O Banco Privado Português (BPP) terá comercializado produtos financeiros em relação aos quais não houve qualquer tipo de investimento subjacente. Segundo apurou o CM junto de várias entidades, foram lançados investimentos cujo único objectivo seria angariar poupanças que serviam para pagar resgates de outros clientes do banco.

Em causa estarão várias emissões de dois produtos financeiros: os STL – Short Term Liquidity, aplicações com vencimento trimestral e que tinham uma taxa evolutiva até ao máximo de 5,25 por cento, e os produtos designados como ‘Oportunidades’. Em particular a emissão ‘Oportunidade’ 25 de Março de 2010, que oferecia uma rentabilidade anual de seis por cento. Bem como aplicações directas realizadas em produtos fictícios que serviriam para garantir rentabilidades “falsas”.

Questionada a administração do BPP, fonte oficial do banco afirmou não ser verdade “que tenham sido identificados quaisquer veículos comerciais sem nenhuns colaterais subjacentes”. O gabinete de Adão da Fonseca reafirma que “o dinheiro dos clientes foi usado na totalidade para adquirir activos, que existem no banco”.

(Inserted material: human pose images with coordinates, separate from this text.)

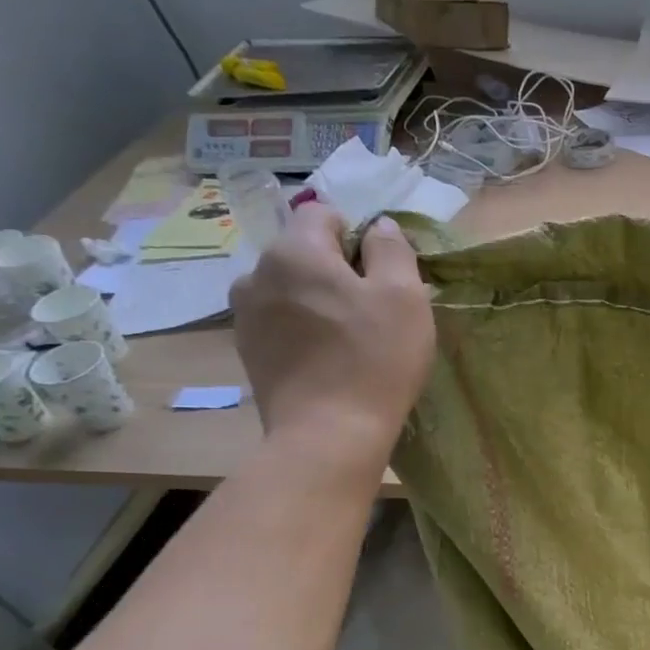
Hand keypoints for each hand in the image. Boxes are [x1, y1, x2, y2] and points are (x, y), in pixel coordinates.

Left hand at [231, 207, 434, 460]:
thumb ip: (392, 249)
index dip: (358, 236)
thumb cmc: (375, 359)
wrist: (329, 434)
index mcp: (295, 251)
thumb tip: (379, 225)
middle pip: (304, 253)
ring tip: (347, 338)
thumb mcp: (405, 297)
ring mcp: (245, 315)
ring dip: (317, 301)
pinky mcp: (248, 351)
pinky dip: (302, 330)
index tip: (381, 274)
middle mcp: (257, 273)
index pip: (322, 214)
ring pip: (290, 289)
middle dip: (337, 270)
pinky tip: (327, 360)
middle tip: (372, 311)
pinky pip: (280, 322)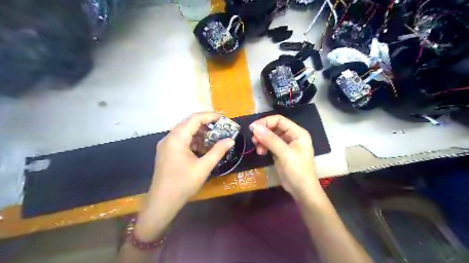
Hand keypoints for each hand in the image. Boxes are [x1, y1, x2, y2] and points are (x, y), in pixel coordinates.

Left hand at [134, 112, 231, 241]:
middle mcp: (169, 137)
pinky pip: (181, 139)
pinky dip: (193, 140)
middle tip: (221, 126)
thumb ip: (218, 151)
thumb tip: (231, 140)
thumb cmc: (183, 184)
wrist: (162, 202)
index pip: (194, 119)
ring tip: (214, 136)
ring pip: (185, 131)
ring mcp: (166, 144)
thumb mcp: (203, 167)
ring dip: (200, 132)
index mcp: (177, 138)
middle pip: (189, 123)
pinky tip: (203, 147)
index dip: (210, 116)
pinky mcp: (167, 151)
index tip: (224, 118)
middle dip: (206, 123)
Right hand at [248, 116, 322, 201]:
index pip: (279, 120)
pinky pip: (270, 144)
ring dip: (262, 140)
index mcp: (297, 133)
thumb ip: (270, 139)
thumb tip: (255, 127)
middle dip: (263, 132)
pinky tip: (261, 152)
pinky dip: (264, 146)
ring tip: (258, 149)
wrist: (302, 191)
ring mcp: (286, 145)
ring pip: (270, 136)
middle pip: (274, 127)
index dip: (266, 122)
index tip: (253, 128)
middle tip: (253, 140)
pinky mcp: (281, 152)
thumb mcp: (284, 153)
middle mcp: (292, 136)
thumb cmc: (297, 170)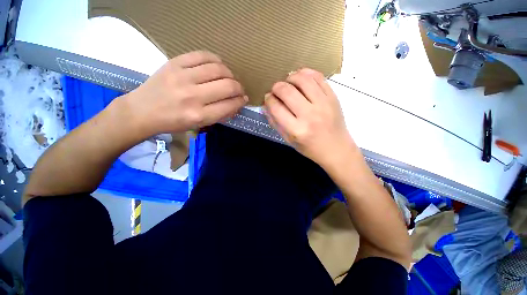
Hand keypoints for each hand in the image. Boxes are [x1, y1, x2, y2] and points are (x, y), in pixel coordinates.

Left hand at [124, 51, 247, 136]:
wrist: (142, 111)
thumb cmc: (173, 122)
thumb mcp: (199, 125)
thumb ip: (220, 115)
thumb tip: (236, 104)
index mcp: (199, 115)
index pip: (230, 105)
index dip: (241, 101)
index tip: (243, 99)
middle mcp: (193, 96)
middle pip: (228, 86)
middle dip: (239, 88)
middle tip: (239, 89)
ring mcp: (182, 77)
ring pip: (218, 69)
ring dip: (230, 74)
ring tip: (229, 78)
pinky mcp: (174, 63)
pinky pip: (202, 55)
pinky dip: (215, 60)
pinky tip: (217, 65)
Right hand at [263, 68, 356, 169]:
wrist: (336, 149)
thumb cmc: (310, 148)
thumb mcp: (289, 140)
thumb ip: (276, 123)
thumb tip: (266, 106)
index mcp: (297, 130)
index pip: (276, 108)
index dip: (268, 100)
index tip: (268, 98)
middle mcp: (309, 115)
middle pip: (287, 91)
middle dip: (276, 87)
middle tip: (276, 90)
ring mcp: (323, 104)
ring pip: (302, 79)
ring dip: (290, 77)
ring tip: (288, 82)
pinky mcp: (333, 97)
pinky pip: (318, 77)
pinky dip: (306, 73)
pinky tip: (301, 78)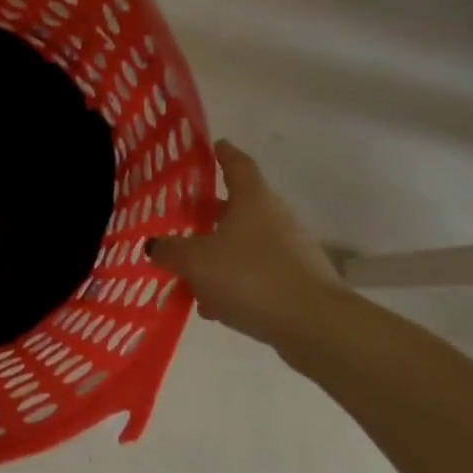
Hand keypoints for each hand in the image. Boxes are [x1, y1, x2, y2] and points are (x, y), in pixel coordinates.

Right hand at [146, 140, 348, 351]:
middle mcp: (275, 218)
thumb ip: (170, 251)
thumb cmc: (252, 277)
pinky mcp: (298, 282)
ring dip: (219, 252)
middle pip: (240, 206)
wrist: (317, 326)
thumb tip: (155, 245)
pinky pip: (257, 273)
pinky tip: (213, 305)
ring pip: (246, 243)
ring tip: (190, 270)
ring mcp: (291, 251)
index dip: (224, 153)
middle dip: (211, 211)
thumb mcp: (196, 262)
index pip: (237, 164)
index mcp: (253, 200)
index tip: (214, 145)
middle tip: (185, 214)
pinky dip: (234, 281)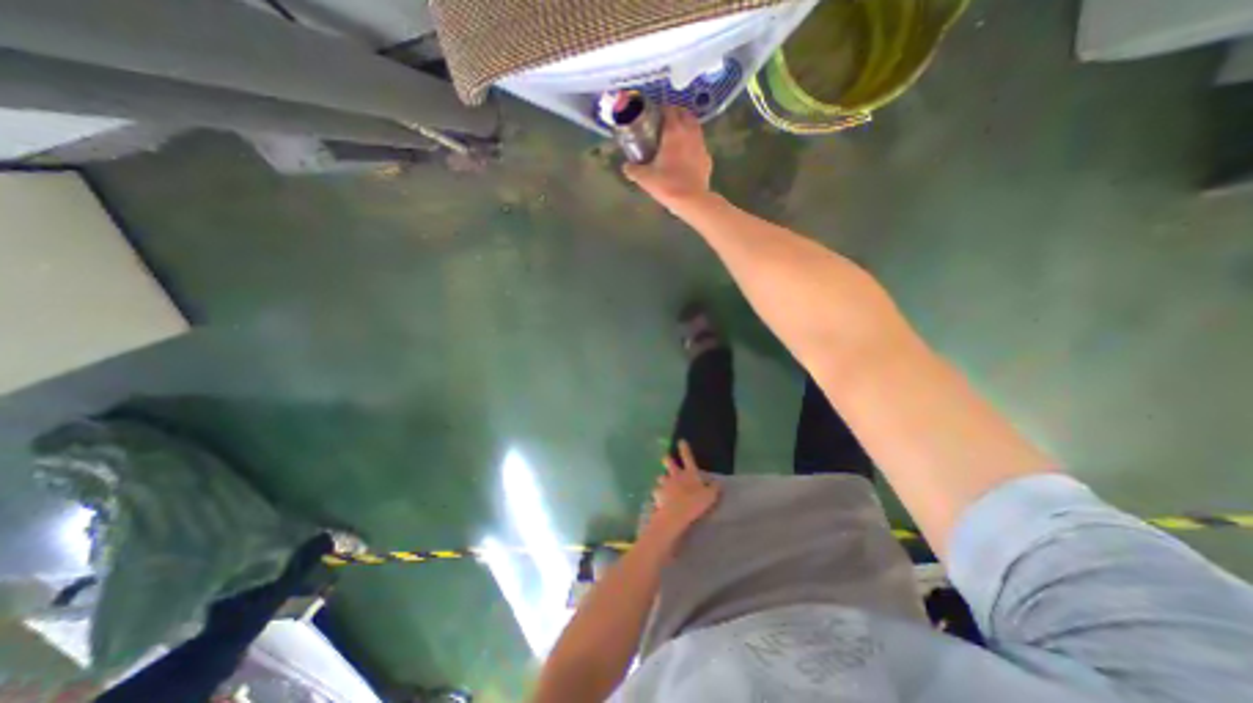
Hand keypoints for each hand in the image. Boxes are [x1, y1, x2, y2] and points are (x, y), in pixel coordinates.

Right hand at [623, 103, 713, 211]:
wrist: (691, 200)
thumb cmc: (667, 184)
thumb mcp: (645, 178)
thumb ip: (633, 170)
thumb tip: (626, 166)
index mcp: (674, 131)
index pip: (670, 109)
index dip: (662, 109)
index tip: (655, 115)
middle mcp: (690, 133)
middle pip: (685, 114)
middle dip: (676, 114)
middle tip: (666, 123)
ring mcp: (701, 145)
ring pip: (695, 127)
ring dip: (686, 127)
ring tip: (677, 137)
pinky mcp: (707, 158)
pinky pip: (699, 145)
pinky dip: (693, 144)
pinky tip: (686, 155)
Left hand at [651, 442, 720, 546]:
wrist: (677, 513)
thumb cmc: (695, 502)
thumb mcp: (710, 496)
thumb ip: (714, 488)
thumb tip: (718, 483)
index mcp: (689, 473)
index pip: (687, 456)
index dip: (684, 448)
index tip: (680, 441)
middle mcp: (675, 474)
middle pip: (668, 461)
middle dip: (666, 459)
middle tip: (666, 460)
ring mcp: (665, 483)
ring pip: (660, 477)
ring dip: (662, 480)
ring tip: (663, 485)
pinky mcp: (657, 493)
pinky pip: (656, 491)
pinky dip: (658, 494)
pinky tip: (659, 499)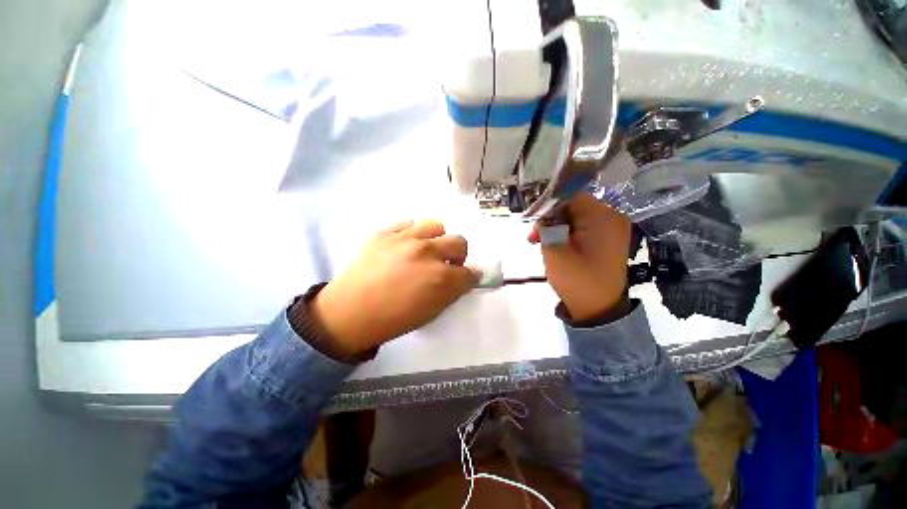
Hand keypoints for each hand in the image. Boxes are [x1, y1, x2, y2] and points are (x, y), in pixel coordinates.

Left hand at [313, 220, 478, 355]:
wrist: (350, 312)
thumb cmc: (393, 319)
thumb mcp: (431, 312)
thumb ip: (452, 292)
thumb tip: (465, 278)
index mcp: (441, 278)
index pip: (469, 272)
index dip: (469, 277)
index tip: (463, 279)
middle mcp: (428, 252)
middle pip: (459, 242)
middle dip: (458, 255)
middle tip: (446, 265)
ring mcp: (405, 238)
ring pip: (436, 225)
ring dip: (437, 239)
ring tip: (426, 250)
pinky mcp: (385, 232)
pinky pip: (408, 223)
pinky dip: (412, 233)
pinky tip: (405, 245)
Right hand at [529, 192, 631, 320]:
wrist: (598, 309)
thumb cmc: (577, 280)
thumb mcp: (555, 250)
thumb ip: (546, 226)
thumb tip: (543, 214)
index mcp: (603, 217)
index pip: (571, 196)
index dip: (549, 204)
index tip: (534, 220)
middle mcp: (611, 217)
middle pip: (573, 206)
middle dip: (551, 219)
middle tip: (534, 237)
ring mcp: (610, 228)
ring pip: (575, 217)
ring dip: (555, 227)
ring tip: (539, 242)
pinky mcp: (606, 239)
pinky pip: (581, 227)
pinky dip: (565, 233)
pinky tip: (553, 244)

Estas afirmações contrariam as declarações de Carlos Tavares, proferidas esta semana na Comissão Parlamentar. O presidente da Comissão de Mercado de Valores Mobiliários (CMVM), em resposta a uma pergunta de um deputado, afirmou terem existido “transacções fictícias para alimentar veículos fictícios”.

O CM tentou chegar à fala com João Rendeiro, ex-presidente do BPP, mas tal não foi possível até ao fecho desta edição.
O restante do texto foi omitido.